- **Task objective**
Skip every image and restate the data word for word.
----
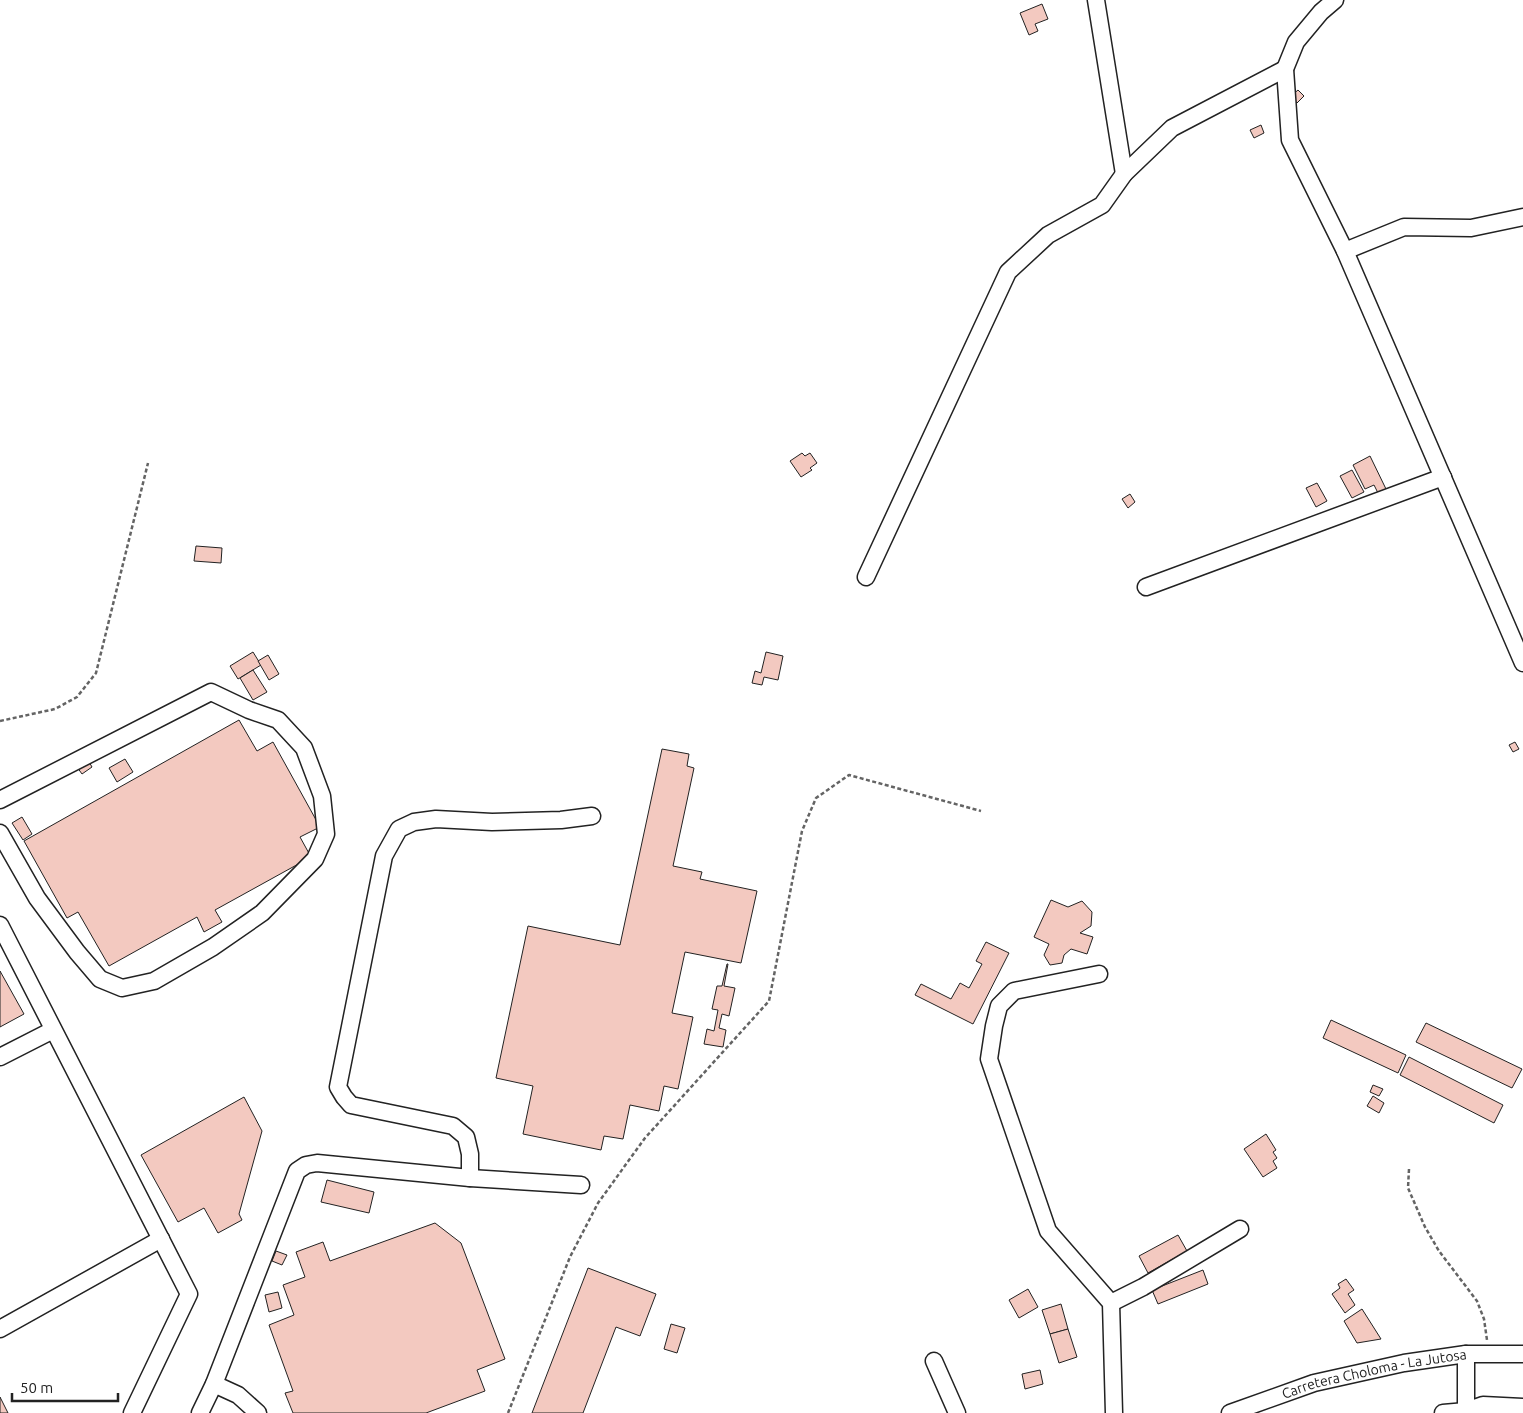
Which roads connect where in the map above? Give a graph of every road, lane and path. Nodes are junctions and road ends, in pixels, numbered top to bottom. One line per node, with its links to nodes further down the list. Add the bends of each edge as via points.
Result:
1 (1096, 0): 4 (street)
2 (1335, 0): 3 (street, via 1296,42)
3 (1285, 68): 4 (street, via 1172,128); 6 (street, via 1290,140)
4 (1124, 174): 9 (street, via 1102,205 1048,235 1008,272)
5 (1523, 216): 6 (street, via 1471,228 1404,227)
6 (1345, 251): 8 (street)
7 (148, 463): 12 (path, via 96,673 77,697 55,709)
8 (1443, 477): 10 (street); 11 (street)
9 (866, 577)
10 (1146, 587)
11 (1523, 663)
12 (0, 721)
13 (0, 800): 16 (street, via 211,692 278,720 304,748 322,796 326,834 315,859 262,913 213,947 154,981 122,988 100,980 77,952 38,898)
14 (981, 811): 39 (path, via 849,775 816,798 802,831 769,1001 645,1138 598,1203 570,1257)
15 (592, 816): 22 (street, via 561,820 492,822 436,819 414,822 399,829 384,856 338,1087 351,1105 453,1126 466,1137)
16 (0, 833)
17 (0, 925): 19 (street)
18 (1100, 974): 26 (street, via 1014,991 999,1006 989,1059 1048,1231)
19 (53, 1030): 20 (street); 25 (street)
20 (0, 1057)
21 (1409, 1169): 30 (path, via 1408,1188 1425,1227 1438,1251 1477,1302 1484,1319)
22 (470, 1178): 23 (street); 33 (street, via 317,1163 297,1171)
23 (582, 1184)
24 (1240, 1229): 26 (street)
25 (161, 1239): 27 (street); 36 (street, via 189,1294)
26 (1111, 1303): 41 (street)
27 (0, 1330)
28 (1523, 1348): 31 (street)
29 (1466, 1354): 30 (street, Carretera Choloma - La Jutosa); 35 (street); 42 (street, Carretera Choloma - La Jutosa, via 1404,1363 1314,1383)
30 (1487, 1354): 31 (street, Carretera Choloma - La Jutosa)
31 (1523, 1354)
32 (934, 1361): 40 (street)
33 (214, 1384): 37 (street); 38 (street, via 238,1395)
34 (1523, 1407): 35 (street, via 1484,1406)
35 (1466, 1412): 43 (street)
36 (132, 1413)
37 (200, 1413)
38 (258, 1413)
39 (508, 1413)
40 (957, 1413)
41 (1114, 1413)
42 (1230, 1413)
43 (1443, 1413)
----
- **Answer to this exercise**
Which roads connect where in the map above? Give a graph of every road, lane and path. Nodes are junctions and road ends, in pixels, numbered top to bottom. One line per node, with its links to nodes further down the list. Add the bends of each edge as via points.
Result:
1 (1096, 0): 4 (street)
2 (1335, 0): 3 (street, via 1296,42)
3 (1285, 68): 4 (street, via 1172,128); 6 (street, via 1290,140)
4 (1124, 174): 9 (street, via 1102,205 1048,235 1008,272)
5 (1523, 216): 6 (street, via 1471,228 1404,227)
6 (1345, 251): 8 (street)
7 (148, 463): 12 (path, via 96,673 77,697 55,709)
8 (1443, 477): 10 (street); 11 (street)
9 (866, 577)
10 (1146, 587)
11 (1523, 663)
12 (0, 721)
13 (0, 800): 16 (street, via 211,692 278,720 304,748 322,796 326,834 315,859 262,913 213,947 154,981 122,988 100,980 77,952 38,898)
14 (981, 811): 39 (path, via 849,775 816,798 802,831 769,1001 645,1138 598,1203 570,1257)
15 (592, 816): 22 (street, via 561,820 492,822 436,819 414,822 399,829 384,856 338,1087 351,1105 453,1126 466,1137)
16 (0, 833)
17 (0, 925): 19 (street)
18 (1100, 974): 26 (street, via 1014,991 999,1006 989,1059 1048,1231)
19 (53, 1030): 20 (street); 25 (street)
20 (0, 1057)
21 (1409, 1169): 30 (path, via 1408,1188 1425,1227 1438,1251 1477,1302 1484,1319)
22 (470, 1178): 23 (street); 33 (street, via 317,1163 297,1171)
23 (582, 1184)
24 (1240, 1229): 26 (street)
25 (161, 1239): 27 (street); 36 (street, via 189,1294)
26 (1111, 1303): 41 (street)
27 (0, 1330)
28 (1523, 1348): 31 (street)
29 (1466, 1354): 30 (street, Carretera Choloma - La Jutosa); 35 (street); 42 (street, Carretera Choloma - La Jutosa, via 1404,1363 1314,1383)
30 (1487, 1354): 31 (street, Carretera Choloma - La Jutosa)
31 (1523, 1354)
32 (934, 1361): 40 (street)
33 (214, 1384): 37 (street); 38 (street, via 238,1395)
34 (1523, 1407): 35 (street, via 1484,1406)
35 (1466, 1412): 43 (street)
36 (132, 1413)
37 (200, 1413)
38 (258, 1413)
39 (508, 1413)
40 (957, 1413)
41 (1114, 1413)
42 (1230, 1413)
43 (1443, 1413)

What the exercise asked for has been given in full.